Alice E. Gray was born on June 7, 1914. Her mother came from a farming family and her father was an engineer. She was interested by insects as a child. Her mother, when asked by Alice to keep insects she had caught, agreed under the condition that Alice learn what they ate by dinnertime, leading her to become an amateur entomologist at a young age. While still in high school, she knew she wanted to work at the American Museum of Natural History, and called its Insects and Spiders Department to ask about employment. Based on the advice she received from then-chairman, Frank E. Lutz, she applied to and attended Cornell University, studying biology and entomology, and training in scientific illustration.

== American Museum of Natural History ==
Upon graduating from Cornell in 1937, she started work with the museum and remained there until she retired. She proved to be a skilled illustrator, modeler, and writer, and engaged in a range of public relations and communications activities. She wrote for museum publications, constructed many of the department's displays, built large models, and illustrated entomology handouts still used as of 2016.
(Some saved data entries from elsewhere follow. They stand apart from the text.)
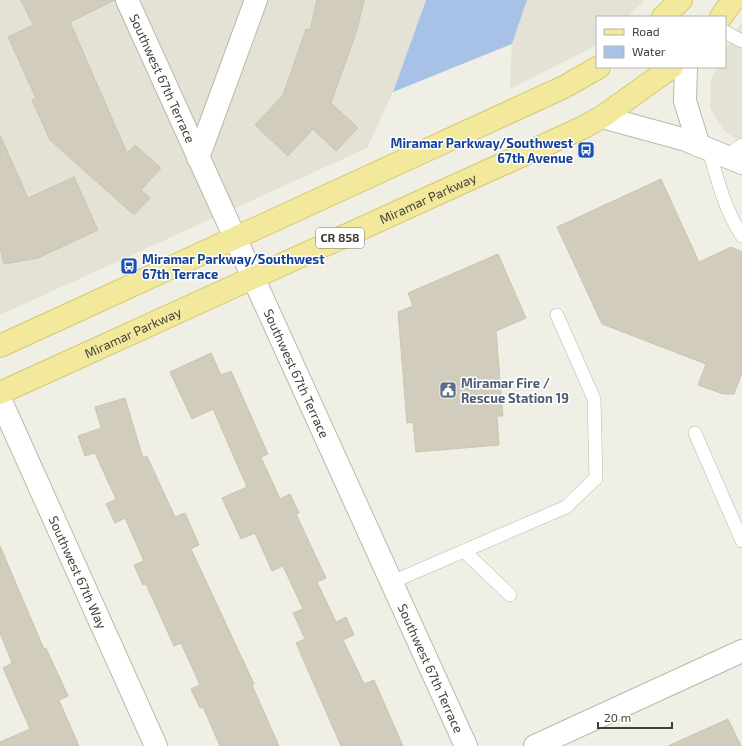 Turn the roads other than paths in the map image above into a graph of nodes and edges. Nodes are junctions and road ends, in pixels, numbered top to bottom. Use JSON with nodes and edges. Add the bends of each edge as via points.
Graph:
{"nodes":[{"id":1,"x":127,"y":0,"type":"edge"},
{"id":2,"x":256,"y":0,"type":"edge"},
{"id":3,"x":681,"y":0,"type":"edge"},
{"id":4,"x":733,"y":0,"type":"edge"},
{"id":5,"x":665,"y":16,"type":"edge"},
{"id":6,"x":722,"y":16,"type":"edge"},
{"id":7,"x":726,"y":33,"type":"edge"},
{"id":8,"x":742,"y":41,"type":"edge"},
{"id":9,"x":597,"y":68,"type":"edge"},
{"id":10,"x":671,"y":68,"type":"edge"},
{"id":11,"x":686,"y":68,"type":"edge"},
{"id":12,"x":602,"y":117,"type":"junction"},
{"id":13,"x":724,"y":152,"type":"edge"},
{"id":14,"x":198,"y":158,"type":"junction"},
{"id":15,"x":742,"y":236,"type":"edge"},
{"id":16,"x":234,"y":238,"type":"junction"},
{"id":17,"x":253,"y":277,"type":"junction"},
{"id":18,"x":557,"y":315,"type":"dead end"},
{"id":19,"x":0,"y":346,"type":"edge"},
{"id":20,"x":0,"y":393,"type":"edge"},
{"id":21,"x":0,"y":398,"type":"edge"},
{"id":22,"x":695,"y":433,"type":"dead end"},
{"id":23,"x":742,"y":541,"type":"edge"},
{"id":24,"x":464,"y":551,"type":"junction"},
{"id":25,"x":392,"y":582,"type":"junction"},
{"id":26,"x":510,"y":594,"type":"dead end"},
{"id":27,"x":742,"y":651,"type":"edge"},
{"id":28,"x":156,"y":746,"type":"edge"},
{"id":29,"x":466,"y":746,"type":"edge"},
{"id":30,"x":535,"y":746,"type":"edge"}],
"edges":[{"from":1,"to":14,"type":"street","name":"Southwest 67th Terrace"},
{"from":2,"to":14,"type":"street"},
{"from":3,"to":5,"type":"main road"},
{"from":4,"to":6,"type":"main road"},
{"from":7,"to":8,"type":"lane"},
{"from":9,"to":16,"type":"main road","via":[[564,87]]},
{"from":10,"to":12,"type":"main road","name":"Miramar Parkway","number":"CR 858"},
{"from":11,"to":13,"type":"street","via":[[685,101]]},
{"from":12,"to":13,"type":"street"},
{"from":12,"to":17,"type":"main road","name":"Miramar Parkway","number":"CR 858"},
{"from":13,"to":15,"type":"lane","via":[[720,188],[735,226]]},
{"from":14,"to":16,"type":"street","name":"Southwest 67th Terrace"},
{"from":16,"to":17,"type":"street","name":"Southwest 67th Terrace"},
{"from":16,"to":19,"type":"main road"},
{"from":17,"to":20,"type":"main road","name":"Miramar Parkway","number":"CR 858"},
{"from":17,"to":25,"type":"street","name":"Southwest 67th Terrace"},
{"from":18,"to":24,"type":"lane","via":[[594,399],[596,478],[566,507]]},
{"from":21,"to":28,"type":"street","name":"Southwest 67th Way"},
{"from":22,"to":23,"type":"lane"},
{"from":24,"to":25,"type":"lane"},
{"from":24,"to":26,"type":"lane"},
{"from":25,"to":29,"type":"street","name":"Southwest 67th Terrace"},
{"from":27,"to":30,"type":"street"}]}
One of her projects was the creation of large-scale models of insects that she called "model monsters". She explained her modeling process and purpose in a lengthy article in Mechanix Illustrated in 1945. The first such model she created took six months to produce, taking pains to ensure its accuracy. "A well-made model is both a text and treasure ... Of the hundreds of people who daily pass these models in the museum, many never see them. Others take one glance and gulp and run. There are some, however, who look, see and remember that it is for them that all museum modeling is done." She cited a flea as one example of her work: "A flea made large enough to serve six at dinner by the lens of the microscope, stands revealed as most admirably streamlined and thus enabled to slip unimpeded between hairs."
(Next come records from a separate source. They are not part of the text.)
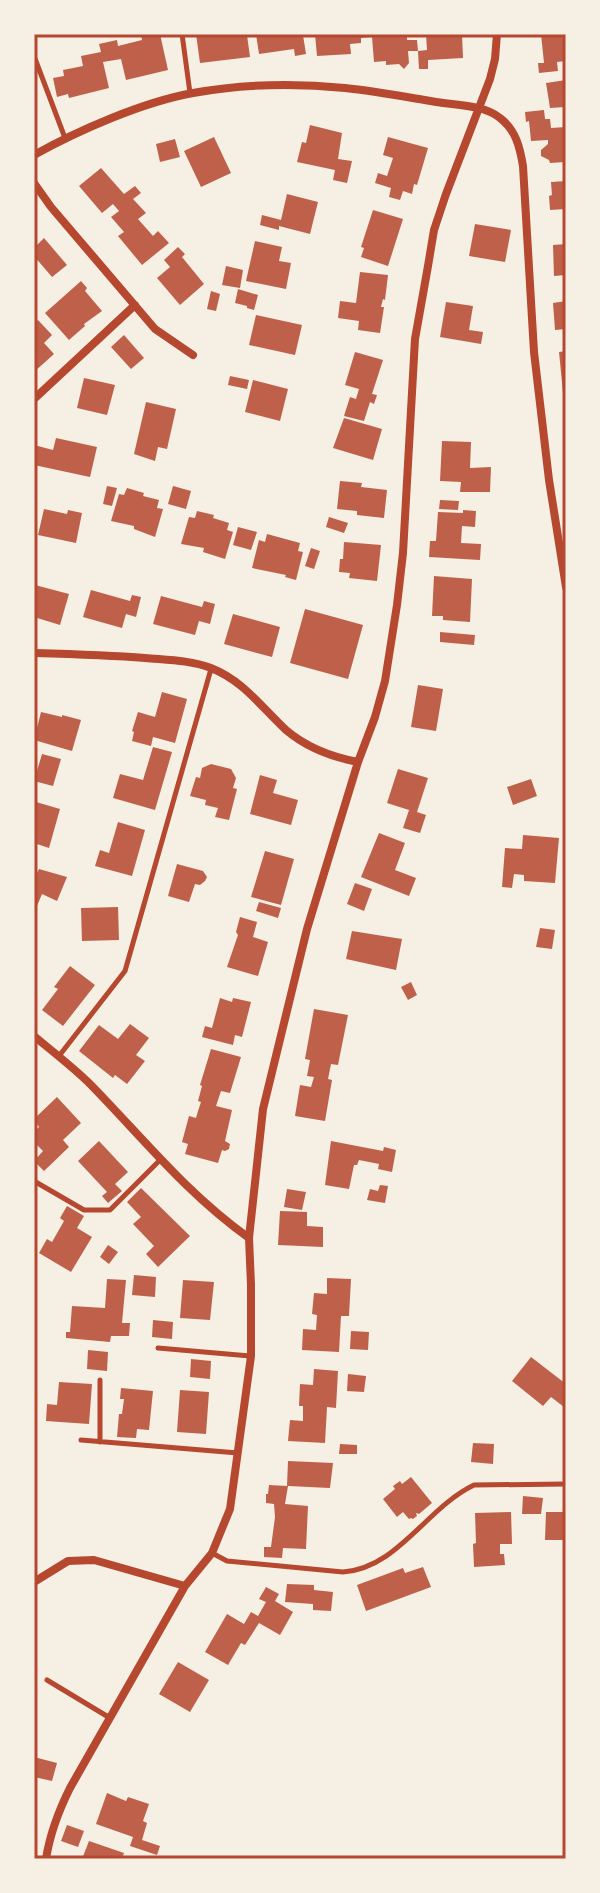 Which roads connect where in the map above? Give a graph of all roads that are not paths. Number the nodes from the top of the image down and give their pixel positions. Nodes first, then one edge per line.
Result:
1 (182, 34) edge
2 (497, 34) edge
3 (34, 56) edge
4 (190, 93) junction
5 (477, 108) junction
6 (65, 138) junction
7 (34, 155) edge
8 (34, 183) edge
9 (135, 305) junction
10 (193, 355) dead end
11 (34, 399) edge
12 (566, 587) edge
13 (34, 653) edge
14 (211, 668) junction
15 (358, 762) junction
16 (34, 1036) edge
17 (59, 1056) junction
18 (160, 1160) junction
19 (34, 1181) edge
20 (249, 1238) junction
21 (158, 1348) dead end
22 (251, 1356) junction
23 (100, 1380) dead end
24 (81, 1440) dead end
25 (100, 1442) junction
26 (238, 1453) junction
27 (566, 1484) edge
28 (212, 1553) junction
29 (34, 1582) edge
30 (185, 1586) junction
31 (47, 1680) dead end
32 (110, 1718) junction
33 (46, 1859) edge

1 - 4 lane
2 - 5 street
3 - 6 lane
4 - 5 street
4 - 6 street
5 - 12 street
5 - 15 street
6 - 7 street
8 - 9 street
9 - 10 street
9 - 11 street
13 - 14 street
14 - 15 street
14 - 17 lane
15 - 20 street
16 - 17 street
17 - 18 street
18 - 19 lane
18 - 20 street
20 - 22 street
21 - 22 lane
22 - 26 street
23 - 25 lane
24 - 25 lane
25 - 26 lane
26 - 28 street
27 - 28 lane
28 - 30 street
29 - 30 street
30 - 32 street
31 - 32 lane
32 - 33 street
She continued her own education while employed at the museum, earning a Master of Science in Education from Teachers College in 1949. As Scientific Assistant in the Department of Entomology, Gray was the primary educator and communicator on the subject of insects. In addition to working inside the museum, she was the director of the New York Entomological Society's Junior Division and brought insects and spiders out to New York public schools, presenting in classrooms and eventually earning the nickname "Bug Lady" through her outreach efforts. She appeared with her insects on television in the 1960s and 1970s, including an episode of The Tonight Show.

== Origami ==
Gray's first encounter with origami was when she purchased a book on the subject based on a picture of a cicada on the cover. She took to it as a hobby, but her interest deepened after meeting Lillian Oppenheimer in the 1960s. Oppenheimer is credited with popularizing origami in the United States, and Gray saw in her collection an art and craft that could be taken seriously. Gray offered to taxonomize and organize the collection, in a project that soon after was the cover story of the Origamian. In 1964, when both the editor and art director of that magazine left their positions, Gray filled in for both, first as a temporary measure and later on a permanent basis.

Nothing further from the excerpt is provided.